August 24, 2008

  • Letter Never Sent…

    Dear “you-know-who-you-are-and-you’ll-never-read-this-anyway-because-you-don’t-even-know-it-exists…”

    Okay, I will admit it:
    You may have been the best fuck I ever had…
    but I will never stop reminding myself
    of everything that made me refuse you in the end. 
    Whether I loved the sex or not

    (and I will admit:
    Hell yeah…

    I loved the sex!
    )

    It didn’t make up for the lies,

    the controlling,
    the abuse …
    the fear,
    the loss of my identity,
    the betrayal,
    the abandonment.


    It was probably the hardest thing in the world
    that I did that last time you
    kissed me
    (as if you could make things ‘right’
    that were never ‘right’ to begin with
    and would never be right again.)

    It was probably the hardest thing in the world
    to pretend that you weren’t
    melting me down to my toes. 

    To act as if my heart rate hadn’t just
    jumped through the roof,
    and my insides hadn’t
    turned to mush,

    and that my panties weren’t
    already wet…

    To pretend…
    not to respond…
    to stay “cold” …

    But
    I succeeded!


    I fooled you.


    But I could hardly breathe
    … and I cried
    – desperate,
    gasping
    sobs -
    all the way home


    And now,
    it’s nearly two decades later…

    since that last
    more-memorable-than-you’ll-ever-know
    kiss.


    I haven’t seen you in over 15 years,

    but the memories …
    the years full of memories …
    still make me hot and bothered
    and the present lack
    makes it even more difficult
    not to succumb
    to those memories again.

    On the one hand,
    I HATE YOU
    ,
    (and I don’t say that lightly!)

    On the other hand,
    I loved you so much
    I don’t think it’ll ever stop hurting,
    nor will it ever not be difficult …
    to pretend
    you can’t do
    what you did to me.

    To pretend
    you can’t give me
    so much pleasure I pass out …

    I was hardly a virgin when we met!
    I’d been married and divorced…
    I thought I knew the ropes…

    until you showed me
    what was really out there

    and blew my mind.

    until you explored and discovered
    and listened and cajoled …

    until you teased and aroused
    and heightened every sense I knew
    and brought me some I had never felt
    and led me places I’d never been before…

    and I loved you.

    I loved you,
    and trusted you
    like I had never trusted anyone before.

    and I got pregnant.

    You moved me to another state
    to marry you,
    and life became progressively worse.

    I couldn’t do anything right for you.

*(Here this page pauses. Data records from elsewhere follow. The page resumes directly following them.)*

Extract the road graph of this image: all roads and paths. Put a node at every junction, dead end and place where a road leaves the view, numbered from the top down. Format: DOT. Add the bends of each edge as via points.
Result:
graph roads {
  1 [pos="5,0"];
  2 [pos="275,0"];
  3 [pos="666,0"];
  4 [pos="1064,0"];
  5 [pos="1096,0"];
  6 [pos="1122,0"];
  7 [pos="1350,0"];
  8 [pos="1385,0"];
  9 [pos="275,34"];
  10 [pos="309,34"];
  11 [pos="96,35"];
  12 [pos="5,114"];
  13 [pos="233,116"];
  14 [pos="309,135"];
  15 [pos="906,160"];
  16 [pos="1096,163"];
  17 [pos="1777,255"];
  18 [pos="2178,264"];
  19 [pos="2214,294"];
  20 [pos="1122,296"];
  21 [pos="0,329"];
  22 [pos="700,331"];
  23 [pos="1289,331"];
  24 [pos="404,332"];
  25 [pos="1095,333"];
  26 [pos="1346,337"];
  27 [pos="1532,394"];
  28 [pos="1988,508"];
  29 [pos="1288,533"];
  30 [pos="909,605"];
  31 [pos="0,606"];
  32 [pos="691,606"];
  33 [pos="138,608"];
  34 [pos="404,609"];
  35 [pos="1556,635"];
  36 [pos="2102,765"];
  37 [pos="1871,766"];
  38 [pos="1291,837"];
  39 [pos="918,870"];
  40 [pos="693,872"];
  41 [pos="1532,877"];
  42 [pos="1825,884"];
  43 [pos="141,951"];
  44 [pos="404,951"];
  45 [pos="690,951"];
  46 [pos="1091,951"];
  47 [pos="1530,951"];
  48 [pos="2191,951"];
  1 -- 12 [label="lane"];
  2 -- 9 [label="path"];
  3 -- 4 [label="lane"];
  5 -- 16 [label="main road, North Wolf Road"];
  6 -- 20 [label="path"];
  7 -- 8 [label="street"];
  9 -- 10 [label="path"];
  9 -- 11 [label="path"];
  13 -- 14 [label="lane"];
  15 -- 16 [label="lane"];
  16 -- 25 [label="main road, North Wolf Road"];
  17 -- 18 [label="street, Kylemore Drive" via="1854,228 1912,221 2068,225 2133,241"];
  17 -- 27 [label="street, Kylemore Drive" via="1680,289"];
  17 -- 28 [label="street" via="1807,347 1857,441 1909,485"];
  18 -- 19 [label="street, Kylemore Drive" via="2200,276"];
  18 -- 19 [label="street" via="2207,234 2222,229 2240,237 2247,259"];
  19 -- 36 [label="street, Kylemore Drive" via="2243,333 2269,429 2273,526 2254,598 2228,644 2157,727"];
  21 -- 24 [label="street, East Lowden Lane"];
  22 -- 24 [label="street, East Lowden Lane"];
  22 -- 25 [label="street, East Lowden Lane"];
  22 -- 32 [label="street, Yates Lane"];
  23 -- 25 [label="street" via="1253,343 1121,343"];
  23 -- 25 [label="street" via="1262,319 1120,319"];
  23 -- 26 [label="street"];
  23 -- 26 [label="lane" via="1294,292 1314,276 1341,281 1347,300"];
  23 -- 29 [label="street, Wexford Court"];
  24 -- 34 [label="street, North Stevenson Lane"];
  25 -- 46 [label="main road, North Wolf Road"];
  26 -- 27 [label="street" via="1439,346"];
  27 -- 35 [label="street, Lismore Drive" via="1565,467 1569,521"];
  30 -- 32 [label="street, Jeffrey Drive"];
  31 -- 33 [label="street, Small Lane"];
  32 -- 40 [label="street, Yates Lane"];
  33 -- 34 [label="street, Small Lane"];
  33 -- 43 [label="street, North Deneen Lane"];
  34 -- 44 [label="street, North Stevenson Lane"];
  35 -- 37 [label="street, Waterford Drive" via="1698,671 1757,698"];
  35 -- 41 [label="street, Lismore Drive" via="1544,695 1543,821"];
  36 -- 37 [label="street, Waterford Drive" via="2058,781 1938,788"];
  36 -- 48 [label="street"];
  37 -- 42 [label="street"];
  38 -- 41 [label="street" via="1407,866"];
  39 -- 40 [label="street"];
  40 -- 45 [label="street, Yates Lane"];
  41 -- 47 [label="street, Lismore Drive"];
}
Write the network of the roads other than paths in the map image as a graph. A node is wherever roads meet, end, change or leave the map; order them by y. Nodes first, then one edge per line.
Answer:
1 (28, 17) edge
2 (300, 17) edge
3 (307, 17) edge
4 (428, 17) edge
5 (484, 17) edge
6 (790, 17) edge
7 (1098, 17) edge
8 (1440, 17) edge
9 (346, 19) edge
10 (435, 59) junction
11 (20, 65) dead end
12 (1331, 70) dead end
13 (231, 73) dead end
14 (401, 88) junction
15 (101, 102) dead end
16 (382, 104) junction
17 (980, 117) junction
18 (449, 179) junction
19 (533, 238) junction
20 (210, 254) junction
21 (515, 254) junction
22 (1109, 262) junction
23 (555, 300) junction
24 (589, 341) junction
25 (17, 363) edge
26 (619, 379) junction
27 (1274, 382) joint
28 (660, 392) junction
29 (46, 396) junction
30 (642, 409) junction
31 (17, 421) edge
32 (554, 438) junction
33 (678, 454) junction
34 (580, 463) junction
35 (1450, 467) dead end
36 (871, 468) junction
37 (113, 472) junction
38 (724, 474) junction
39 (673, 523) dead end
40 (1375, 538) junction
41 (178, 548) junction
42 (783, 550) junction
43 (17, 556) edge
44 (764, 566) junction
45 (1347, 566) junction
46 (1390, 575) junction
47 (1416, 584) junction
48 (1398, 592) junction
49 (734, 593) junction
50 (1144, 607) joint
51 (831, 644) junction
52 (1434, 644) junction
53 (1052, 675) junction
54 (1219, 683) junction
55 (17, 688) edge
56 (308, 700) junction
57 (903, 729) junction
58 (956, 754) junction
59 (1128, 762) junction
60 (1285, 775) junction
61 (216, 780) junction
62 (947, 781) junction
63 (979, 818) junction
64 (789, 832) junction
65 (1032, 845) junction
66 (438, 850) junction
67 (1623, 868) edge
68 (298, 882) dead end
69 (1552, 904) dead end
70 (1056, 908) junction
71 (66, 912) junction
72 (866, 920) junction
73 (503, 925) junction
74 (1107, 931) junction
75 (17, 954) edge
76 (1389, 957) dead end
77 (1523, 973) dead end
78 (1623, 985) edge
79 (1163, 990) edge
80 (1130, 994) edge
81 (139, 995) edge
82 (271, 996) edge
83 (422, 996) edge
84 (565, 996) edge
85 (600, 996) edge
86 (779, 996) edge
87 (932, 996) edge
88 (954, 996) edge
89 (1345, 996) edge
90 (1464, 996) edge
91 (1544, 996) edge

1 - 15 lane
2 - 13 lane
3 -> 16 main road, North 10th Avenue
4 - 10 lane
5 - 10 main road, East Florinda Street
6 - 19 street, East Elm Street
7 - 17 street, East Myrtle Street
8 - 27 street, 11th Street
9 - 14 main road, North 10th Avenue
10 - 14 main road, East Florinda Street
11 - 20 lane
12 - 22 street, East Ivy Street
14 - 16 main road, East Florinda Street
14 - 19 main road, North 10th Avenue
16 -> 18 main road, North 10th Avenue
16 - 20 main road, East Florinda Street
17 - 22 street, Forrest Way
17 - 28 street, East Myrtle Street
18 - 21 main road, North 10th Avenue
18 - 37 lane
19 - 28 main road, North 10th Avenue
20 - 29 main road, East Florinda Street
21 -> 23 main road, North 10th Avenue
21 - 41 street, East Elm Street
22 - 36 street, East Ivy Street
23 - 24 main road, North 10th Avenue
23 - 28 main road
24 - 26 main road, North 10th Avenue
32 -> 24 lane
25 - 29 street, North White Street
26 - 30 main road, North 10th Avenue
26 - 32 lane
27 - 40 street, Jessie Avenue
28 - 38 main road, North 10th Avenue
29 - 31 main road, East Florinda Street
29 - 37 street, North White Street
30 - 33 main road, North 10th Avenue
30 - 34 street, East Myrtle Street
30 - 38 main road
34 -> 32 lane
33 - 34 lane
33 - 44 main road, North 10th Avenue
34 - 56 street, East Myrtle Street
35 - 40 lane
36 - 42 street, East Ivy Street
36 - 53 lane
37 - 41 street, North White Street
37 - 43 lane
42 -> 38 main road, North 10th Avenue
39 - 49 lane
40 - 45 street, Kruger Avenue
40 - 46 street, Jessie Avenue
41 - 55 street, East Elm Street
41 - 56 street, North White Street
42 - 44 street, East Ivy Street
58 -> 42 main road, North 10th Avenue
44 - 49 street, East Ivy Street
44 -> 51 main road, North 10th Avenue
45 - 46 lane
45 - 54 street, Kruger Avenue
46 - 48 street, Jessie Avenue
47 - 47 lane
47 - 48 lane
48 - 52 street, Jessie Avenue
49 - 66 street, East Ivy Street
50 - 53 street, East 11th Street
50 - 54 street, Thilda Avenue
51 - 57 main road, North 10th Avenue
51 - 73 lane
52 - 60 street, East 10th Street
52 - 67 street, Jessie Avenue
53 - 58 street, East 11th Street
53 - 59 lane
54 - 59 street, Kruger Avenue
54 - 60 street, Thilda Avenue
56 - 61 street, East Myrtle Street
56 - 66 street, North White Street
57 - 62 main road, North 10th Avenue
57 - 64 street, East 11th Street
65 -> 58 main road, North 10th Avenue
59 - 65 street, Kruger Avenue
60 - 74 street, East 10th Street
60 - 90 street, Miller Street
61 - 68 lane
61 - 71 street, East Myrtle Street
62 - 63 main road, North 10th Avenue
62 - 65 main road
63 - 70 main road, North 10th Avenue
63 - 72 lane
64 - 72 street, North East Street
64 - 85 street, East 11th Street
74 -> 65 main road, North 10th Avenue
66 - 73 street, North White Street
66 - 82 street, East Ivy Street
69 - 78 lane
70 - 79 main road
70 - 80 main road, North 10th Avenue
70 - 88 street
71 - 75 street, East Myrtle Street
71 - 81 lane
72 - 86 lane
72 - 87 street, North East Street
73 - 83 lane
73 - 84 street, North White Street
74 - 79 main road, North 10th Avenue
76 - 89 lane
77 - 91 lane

    … and then you left me.

    The irony
    that you left me on Thanksgiving Day

    You left me
    because there was no bread and jelly
    on the table
    with Thanksgiving Dinner.

    You just…
    walked out.

    You left me with
    No car
    No job
    Knowing no one

    … and seven months pregnant.

    The furniture was repossessed.
    The landlord came for the rent
    and I didn’t have it.

    You left me with
    No home!

    You left me
    pregnant
    and homeless!

    You stepped on my love.
    You shattered my trust.
    You destroyed me

    You burned me
    and left me to sweep up the ashes.

    Don’t you EVER show up at my door.
    Don’t even get close to my house
    or my family.

    Our child is no longer yours.
    You gave up those rights a decade ago.
    Someone else stepped into your shoes.

    Don’t even THINK about trying to talk to me.
    Don’t even LOOK at me.

    I will do the best pretending
    you have ever seen.
    I will be cold, and hard, and ruthless.
    You won’t break down my defenses
    for anything.

    I will be stuck up and haughty
    and nothing you say
    or do
    will break through

    and then?

    When you are gone? …

    When you are gone,
    I will disintegrate

    and then,
    once again,

    I will sweep up the ashes.

    I hate
    that you still have that control.
       
    © 2008

Comments (1)

  • Oh my, this is really an excellent moving piece. I could see (and almost feel) the tragedy of these life-altering (shattering?) moments. Hopefully happier and more satisfying moments are in store for the person in this work (you?) Note: I said “almost feel” above because I did feel a lot, but what was felt by this individual (you?) must have been emotionally overpowering. Great Writing. Keep it up.